TASK PROMPT :: Copy each line of the following material exactly.

DATA SUPPLIED ::
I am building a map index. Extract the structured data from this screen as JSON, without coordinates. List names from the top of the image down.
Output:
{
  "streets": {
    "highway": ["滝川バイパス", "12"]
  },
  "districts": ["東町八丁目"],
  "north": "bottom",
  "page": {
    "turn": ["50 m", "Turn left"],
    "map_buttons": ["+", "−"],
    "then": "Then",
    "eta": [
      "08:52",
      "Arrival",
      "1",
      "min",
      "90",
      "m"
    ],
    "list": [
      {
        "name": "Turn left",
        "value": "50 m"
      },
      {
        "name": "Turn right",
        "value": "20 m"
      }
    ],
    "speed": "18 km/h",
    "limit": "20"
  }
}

YOUR RESPONSE ::
I am building a map index. Extract the structured data from this screen as JSON, without coordinates. List names from the top of the image down.
Output:
{
  "streets": {
    "highway": ["滝川バイパス", "12"]
  },
  "districts": ["東町八丁目"],
  "north": "bottom",
  "page": {
    "turn": ["50 m", "Turn left"],
    "map_buttons": ["+", "−"],
    "then": "Then",
    "eta": [
      "08:52",
      "Arrival",
      "1",
      "min",
      "90",
      "m"
    ],
    "list": [
      {
        "name": "Turn left",
        "value": "50 m"
      },
      {
        "name": "Turn right",
        "value": "20 m"
      }
    ],
    "speed": "18 km/h",
    "limit": "20"
  }
}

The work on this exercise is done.